You can find reviews on Google, Yelp, social media platforms, or the Better Business Bureau’s website. In your search:
- Only use reviews from people who have used them before
- Look for reviews that mention positive experiences and thorough inspections
- Look for reviews that include complaints or missed problems
While you can ask a home inspector for their references, you should know there’s a chance that they will give you their very best or even make them up.
The Technology They Use
Some house inspectors use more advanced technology than others, which allows them to give a more thorough and accurate inspection.
Most often, home inspectors rely on what can be seen and detected by human senses. They typically don’t look behind walls for water damage or test for radon. If they see signs of an issue, they will note it and recommend a specialist, but it may go unnoticed if they can’t see it with the human eye.
However, some home inspectors use tools like infrared technology or water testing kits to go a step further. Such tools better equip them to find issues like overheated electrical systems, pests, leaks, and hidden water damage.
Know that advanced tools and testing may cost more, so it’s up to you to decide what is worth it.
One of the best ways to assess potential home inspectors is to look at reports they have done in the past. Sample reports can tell you what an inspector looks at, how thorough they are, and how detailed their descriptions of problems are.
Ask to view examples of reports on homes like the one you’re looking to buy.
Look for details specific to the home in the report; don’t be fooled by broad statements or generic maintenance recommendations. Home inspection reports do include maintenance recommendations, but there should be more to them than that.
They should also include photos and detailed descriptions of every problem found.
It shouldn’t come as a surprise that different house inspectors charge different fees. After you have found your top choices, get a quote from each.
Their quote should include their final estimated price and everything included in their inspection so that you can compare cost and value. One may be more expensive but offer a more thorough examination or extra tests.
According to HomeAdvisor, the average cost of a home inspection is between $280–$400, but you can use their home inspection cost calculator to determine averages based on your location.
Avoid These Red Flags
We’ve reviewed a lot of what to look for in a home inspector, but there are some red flags to watch out for as well.
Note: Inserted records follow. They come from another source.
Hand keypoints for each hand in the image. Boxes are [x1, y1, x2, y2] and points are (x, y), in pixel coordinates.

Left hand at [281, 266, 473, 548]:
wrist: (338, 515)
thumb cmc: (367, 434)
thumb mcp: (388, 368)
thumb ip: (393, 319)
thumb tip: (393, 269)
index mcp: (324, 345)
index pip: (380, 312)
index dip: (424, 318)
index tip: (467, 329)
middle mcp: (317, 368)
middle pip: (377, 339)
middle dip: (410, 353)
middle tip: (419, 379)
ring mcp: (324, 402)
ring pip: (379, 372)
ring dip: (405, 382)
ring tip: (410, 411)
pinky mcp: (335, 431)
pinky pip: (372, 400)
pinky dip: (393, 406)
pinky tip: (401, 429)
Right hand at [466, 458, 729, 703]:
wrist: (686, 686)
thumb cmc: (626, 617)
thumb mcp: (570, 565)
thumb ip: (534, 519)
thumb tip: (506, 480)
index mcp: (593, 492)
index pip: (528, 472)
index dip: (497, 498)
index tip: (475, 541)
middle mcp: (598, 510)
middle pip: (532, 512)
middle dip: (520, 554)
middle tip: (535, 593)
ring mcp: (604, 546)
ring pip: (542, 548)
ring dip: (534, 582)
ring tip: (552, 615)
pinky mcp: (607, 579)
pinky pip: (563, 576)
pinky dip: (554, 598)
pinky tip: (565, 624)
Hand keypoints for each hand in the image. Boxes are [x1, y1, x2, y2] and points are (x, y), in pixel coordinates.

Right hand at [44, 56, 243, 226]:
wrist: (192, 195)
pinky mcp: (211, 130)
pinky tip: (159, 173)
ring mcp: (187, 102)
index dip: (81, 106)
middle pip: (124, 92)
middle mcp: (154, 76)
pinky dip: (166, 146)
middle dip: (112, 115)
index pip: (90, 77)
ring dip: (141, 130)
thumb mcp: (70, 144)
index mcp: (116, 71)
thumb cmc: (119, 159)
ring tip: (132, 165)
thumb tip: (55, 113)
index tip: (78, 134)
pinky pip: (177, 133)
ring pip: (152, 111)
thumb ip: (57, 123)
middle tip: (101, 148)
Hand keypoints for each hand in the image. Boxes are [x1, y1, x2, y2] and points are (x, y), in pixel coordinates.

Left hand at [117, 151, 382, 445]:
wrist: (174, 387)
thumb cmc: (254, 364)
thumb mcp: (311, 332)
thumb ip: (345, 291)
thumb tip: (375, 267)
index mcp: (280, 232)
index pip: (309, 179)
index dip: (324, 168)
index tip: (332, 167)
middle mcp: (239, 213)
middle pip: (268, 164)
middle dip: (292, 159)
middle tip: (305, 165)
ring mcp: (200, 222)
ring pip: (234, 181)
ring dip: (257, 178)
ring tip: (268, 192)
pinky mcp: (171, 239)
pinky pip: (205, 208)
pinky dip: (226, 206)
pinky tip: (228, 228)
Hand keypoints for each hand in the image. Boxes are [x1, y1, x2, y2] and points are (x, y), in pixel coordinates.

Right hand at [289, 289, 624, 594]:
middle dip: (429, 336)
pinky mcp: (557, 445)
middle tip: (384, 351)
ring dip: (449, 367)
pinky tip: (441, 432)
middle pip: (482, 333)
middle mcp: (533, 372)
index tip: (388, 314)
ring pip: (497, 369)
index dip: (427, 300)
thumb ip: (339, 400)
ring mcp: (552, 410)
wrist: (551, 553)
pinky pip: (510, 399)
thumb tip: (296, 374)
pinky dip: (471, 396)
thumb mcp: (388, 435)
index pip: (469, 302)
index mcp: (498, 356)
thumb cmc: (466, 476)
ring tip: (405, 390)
Lack of Professional Liability Insurance
Errors and omissions insurance (or E&O insurance) is a type of professional liability insurance that protects home inspectors when they make a mistake or miss a major issue during a home inspection.
All professional home inspectors should have E&O insurance because it also protects you, the client. If you sue your inspector for an oversight that could cost you lots of money, and they are at fault, their insurance will ensure you receive your due compensation.
They should also have insurance to protect them if they are injured while performing the inspection.
They Also Sell Repairs
If a home inspection service also does home repairs, it is difficult to trust whether or not they are being honest in their inspection. They could make unnecessary recommendations to sell you their other services. Instead, choose a business or individual without a conflict of interest.
They Don’t Recommend You Attend the Inspection
One of the biggest red flags in home inspections is if the home inspector doesn’t think you should attend the inspection. A quality inspector won’t have anything to hide and would prefer that you attend so that you can better understand their report and your future home.
Choose Your Home Inspector With Care
The home inspector you choose will play a vital role in helping you find the right home to build your future. With the right inspector, you can buy your home knowing it’s safe and secure, that you got the best deal you could, and that you don’t have any big surprises coming your way any time soon.